| DATA |
------

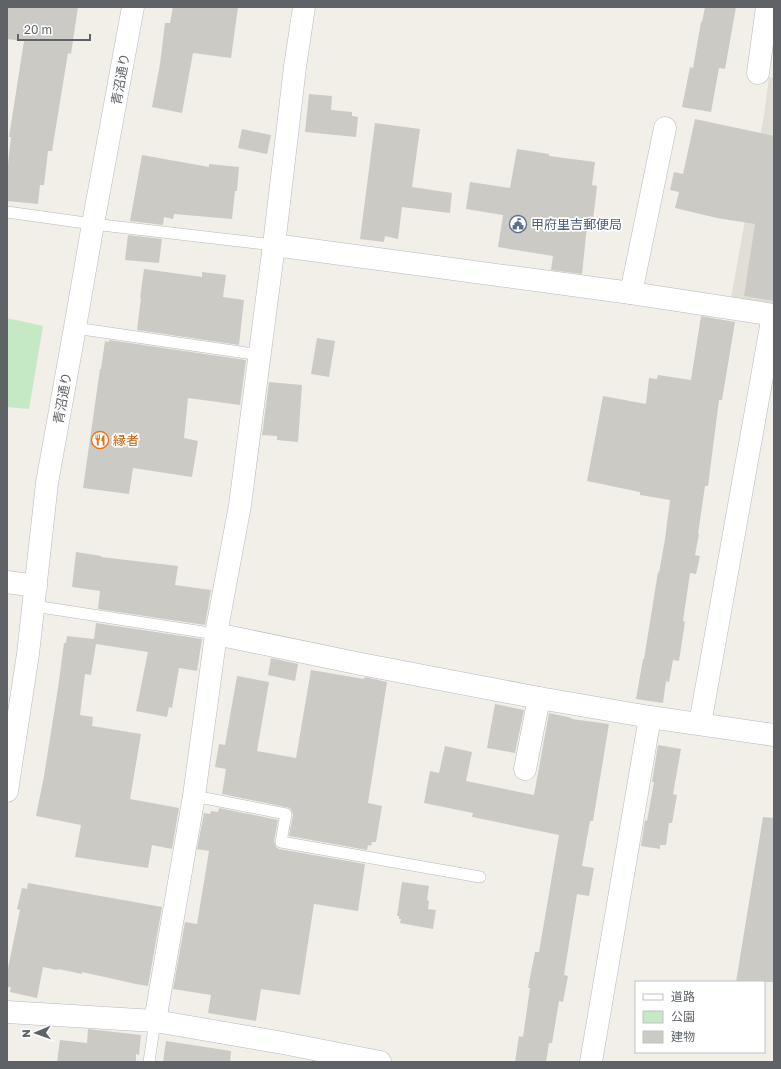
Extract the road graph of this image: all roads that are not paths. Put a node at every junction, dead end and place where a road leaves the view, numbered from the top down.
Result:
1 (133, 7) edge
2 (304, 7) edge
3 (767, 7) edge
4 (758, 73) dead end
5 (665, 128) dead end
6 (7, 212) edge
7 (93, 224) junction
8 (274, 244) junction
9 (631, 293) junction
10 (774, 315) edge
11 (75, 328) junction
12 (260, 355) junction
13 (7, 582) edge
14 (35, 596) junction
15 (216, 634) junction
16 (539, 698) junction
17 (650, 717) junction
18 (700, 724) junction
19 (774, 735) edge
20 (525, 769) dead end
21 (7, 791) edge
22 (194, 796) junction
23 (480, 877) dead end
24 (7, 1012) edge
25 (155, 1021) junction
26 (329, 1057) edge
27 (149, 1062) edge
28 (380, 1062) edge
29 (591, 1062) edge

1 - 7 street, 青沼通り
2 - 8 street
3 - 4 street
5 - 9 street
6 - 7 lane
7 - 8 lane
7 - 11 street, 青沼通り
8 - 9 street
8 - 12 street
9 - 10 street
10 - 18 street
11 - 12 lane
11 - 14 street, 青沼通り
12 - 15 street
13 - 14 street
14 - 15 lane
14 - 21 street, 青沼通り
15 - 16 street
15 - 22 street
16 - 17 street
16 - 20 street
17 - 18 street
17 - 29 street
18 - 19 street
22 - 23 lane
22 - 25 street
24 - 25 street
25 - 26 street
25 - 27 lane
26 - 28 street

------

| ASSIGNMENT |
Word for word, return the entries above, but without any pictures.

| SOLUTION TO THE PROBLEM |
Extract the road graph of this image: all roads that are not paths. Put a node at every junction, dead end and place where a road leaves the view, numbered from the top down.
Result:
1 (133, 7) edge
2 (304, 7) edge
3 (767, 7) edge
4 (758, 73) dead end
5 (665, 128) dead end
6 (7, 212) edge
7 (93, 224) junction
8 (274, 244) junction
9 (631, 293) junction
10 (774, 315) edge
11 (75, 328) junction
12 (260, 355) junction
13 (7, 582) edge
14 (35, 596) junction
15 (216, 634) junction
16 (539, 698) junction
17 (650, 717) junction
18 (700, 724) junction
19 (774, 735) edge
20 (525, 769) dead end
21 (7, 791) edge
22 (194, 796) junction
23 (480, 877) dead end
24 (7, 1012) edge
25 (155, 1021) junction
26 (329, 1057) edge
27 (149, 1062) edge
28 (380, 1062) edge
29 (591, 1062) edge

1 - 7 street, 青沼通り
2 - 8 street
3 - 4 street
5 - 9 street
6 - 7 lane
7 - 8 lane
7 - 11 street, 青沼通り
8 - 9 street
8 - 12 street
9 - 10 street
10 - 18 street
11 - 12 lane
11 - 14 street, 青沼通り
12 - 15 street
13 - 14 street
14 - 15 lane
14 - 21 street, 青沼通り
15 - 16 street
15 - 22 street
16 - 17 street
16 - 20 street
17 - 18 street
17 - 29 street
18 - 19 street
22 - 23 lane
22 - 25 street
24 - 25 street
25 - 26 street
25 - 27 lane
26 - 28 street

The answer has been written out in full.